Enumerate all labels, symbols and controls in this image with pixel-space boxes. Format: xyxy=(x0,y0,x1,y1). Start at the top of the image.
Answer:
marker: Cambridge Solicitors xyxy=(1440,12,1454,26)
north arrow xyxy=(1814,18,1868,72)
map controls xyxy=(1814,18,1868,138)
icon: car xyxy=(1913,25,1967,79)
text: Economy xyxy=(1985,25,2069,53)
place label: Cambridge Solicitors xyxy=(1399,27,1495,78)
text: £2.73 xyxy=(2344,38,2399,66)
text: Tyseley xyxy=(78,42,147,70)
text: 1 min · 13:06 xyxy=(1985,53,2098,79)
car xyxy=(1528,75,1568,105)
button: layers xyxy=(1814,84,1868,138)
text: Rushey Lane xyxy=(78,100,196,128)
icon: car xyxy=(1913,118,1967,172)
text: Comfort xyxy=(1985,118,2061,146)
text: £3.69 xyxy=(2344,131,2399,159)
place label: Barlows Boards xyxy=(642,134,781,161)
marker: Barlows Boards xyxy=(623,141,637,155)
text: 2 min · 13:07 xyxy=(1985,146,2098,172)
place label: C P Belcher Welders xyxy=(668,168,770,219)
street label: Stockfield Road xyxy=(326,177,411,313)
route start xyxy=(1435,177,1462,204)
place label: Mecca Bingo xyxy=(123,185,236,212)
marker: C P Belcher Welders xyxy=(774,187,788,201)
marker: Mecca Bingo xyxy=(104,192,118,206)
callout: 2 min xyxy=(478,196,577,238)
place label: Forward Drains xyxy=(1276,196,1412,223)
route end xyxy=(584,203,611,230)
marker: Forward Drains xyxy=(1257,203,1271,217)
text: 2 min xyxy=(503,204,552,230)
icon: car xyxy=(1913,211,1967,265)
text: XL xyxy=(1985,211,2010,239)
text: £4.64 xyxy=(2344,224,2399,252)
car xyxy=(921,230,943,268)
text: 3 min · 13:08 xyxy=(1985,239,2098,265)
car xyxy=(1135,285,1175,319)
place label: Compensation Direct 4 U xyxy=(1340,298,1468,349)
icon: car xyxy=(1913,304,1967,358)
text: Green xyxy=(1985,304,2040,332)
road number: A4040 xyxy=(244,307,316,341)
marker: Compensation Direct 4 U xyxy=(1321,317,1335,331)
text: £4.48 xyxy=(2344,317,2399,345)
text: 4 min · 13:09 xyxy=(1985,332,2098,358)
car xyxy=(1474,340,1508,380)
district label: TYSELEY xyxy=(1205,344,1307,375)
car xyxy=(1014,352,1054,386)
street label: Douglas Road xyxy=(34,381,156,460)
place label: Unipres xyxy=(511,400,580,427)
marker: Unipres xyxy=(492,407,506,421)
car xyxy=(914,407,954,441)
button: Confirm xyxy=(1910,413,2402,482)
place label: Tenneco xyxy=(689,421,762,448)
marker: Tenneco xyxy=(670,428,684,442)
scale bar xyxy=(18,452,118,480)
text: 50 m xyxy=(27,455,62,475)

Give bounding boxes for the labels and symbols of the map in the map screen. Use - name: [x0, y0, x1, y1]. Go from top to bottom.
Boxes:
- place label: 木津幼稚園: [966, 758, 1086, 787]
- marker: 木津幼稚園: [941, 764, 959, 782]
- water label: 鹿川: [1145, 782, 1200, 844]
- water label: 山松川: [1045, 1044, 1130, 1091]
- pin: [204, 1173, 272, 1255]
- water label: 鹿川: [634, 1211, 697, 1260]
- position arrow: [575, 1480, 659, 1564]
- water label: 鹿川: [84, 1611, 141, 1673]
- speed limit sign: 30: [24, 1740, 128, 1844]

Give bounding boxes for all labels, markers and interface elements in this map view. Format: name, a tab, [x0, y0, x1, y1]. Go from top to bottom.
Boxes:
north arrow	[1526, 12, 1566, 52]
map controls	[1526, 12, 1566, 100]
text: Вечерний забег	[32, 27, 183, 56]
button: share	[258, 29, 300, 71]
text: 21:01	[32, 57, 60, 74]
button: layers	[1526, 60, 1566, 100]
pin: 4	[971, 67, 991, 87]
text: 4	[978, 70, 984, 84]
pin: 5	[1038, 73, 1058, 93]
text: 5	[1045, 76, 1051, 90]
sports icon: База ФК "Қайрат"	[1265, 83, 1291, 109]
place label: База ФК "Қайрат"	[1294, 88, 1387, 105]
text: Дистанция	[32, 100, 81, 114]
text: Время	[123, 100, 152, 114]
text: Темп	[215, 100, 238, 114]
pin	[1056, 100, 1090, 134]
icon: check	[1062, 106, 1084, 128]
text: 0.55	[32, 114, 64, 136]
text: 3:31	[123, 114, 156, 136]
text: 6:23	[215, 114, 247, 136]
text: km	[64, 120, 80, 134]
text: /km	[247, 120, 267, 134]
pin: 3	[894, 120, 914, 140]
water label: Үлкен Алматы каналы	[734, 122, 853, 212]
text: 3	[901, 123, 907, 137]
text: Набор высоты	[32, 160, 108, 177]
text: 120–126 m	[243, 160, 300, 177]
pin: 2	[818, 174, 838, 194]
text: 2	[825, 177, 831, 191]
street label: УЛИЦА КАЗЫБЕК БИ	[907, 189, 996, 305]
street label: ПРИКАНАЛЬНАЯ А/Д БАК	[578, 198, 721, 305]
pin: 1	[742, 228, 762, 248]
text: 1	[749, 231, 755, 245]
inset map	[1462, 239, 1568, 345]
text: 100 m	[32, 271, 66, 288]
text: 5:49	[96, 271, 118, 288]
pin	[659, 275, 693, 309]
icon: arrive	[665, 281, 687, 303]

..............................

#### [Prompt]
All lines from the one containing "Give bounding boxes for all" through the end of the data, and no others, are to be given again word for word.

#### [Task output]
Give bounding boxes for all labels, markers and interface elements in this map view. Format: name, a tab, [x0, y0, x1, y1]. Go from top to bottom.
Boxes:
north arrow	[1526, 12, 1566, 52]
map controls	[1526, 12, 1566, 100]
text: Вечерний забег	[32, 27, 183, 56]
button: share	[258, 29, 300, 71]
text: 21:01	[32, 57, 60, 74]
button: layers	[1526, 60, 1566, 100]
pin: 4	[971, 67, 991, 87]
text: 4	[978, 70, 984, 84]
pin: 5	[1038, 73, 1058, 93]
text: 5	[1045, 76, 1051, 90]
sports icon: База ФК "Қайрат"	[1265, 83, 1291, 109]
place label: База ФК "Қайрат"	[1294, 88, 1387, 105]
text: Дистанция	[32, 100, 81, 114]
text: Время	[123, 100, 152, 114]
text: Темп	[215, 100, 238, 114]
pin	[1056, 100, 1090, 134]
icon: check	[1062, 106, 1084, 128]
text: 0.55	[32, 114, 64, 136]
text: 3:31	[123, 114, 156, 136]
text: 6:23	[215, 114, 247, 136]
text: km	[64, 120, 80, 134]
text: /km	[247, 120, 267, 134]
pin: 3	[894, 120, 914, 140]
water label: Үлкен Алматы каналы	[734, 122, 853, 212]
text: 3	[901, 123, 907, 137]
text: Набор высоты	[32, 160, 108, 177]
text: 120–126 m	[243, 160, 300, 177]
pin: 2	[818, 174, 838, 194]
text: 2	[825, 177, 831, 191]
street label: УЛИЦА КАЗЫБЕК БИ	[907, 189, 996, 305]
street label: ПРИКАНАЛЬНАЯ А/Д БАК	[578, 198, 721, 305]
pin: 1	[742, 228, 762, 248]
text: 1	[749, 231, 755, 245]
inset map	[1462, 239, 1568, 345]
text: 100 m	[32, 271, 66, 288]
text: 5:49	[96, 271, 118, 288]
pin	[659, 275, 693, 309]
icon: arrive	[665, 281, 687, 303]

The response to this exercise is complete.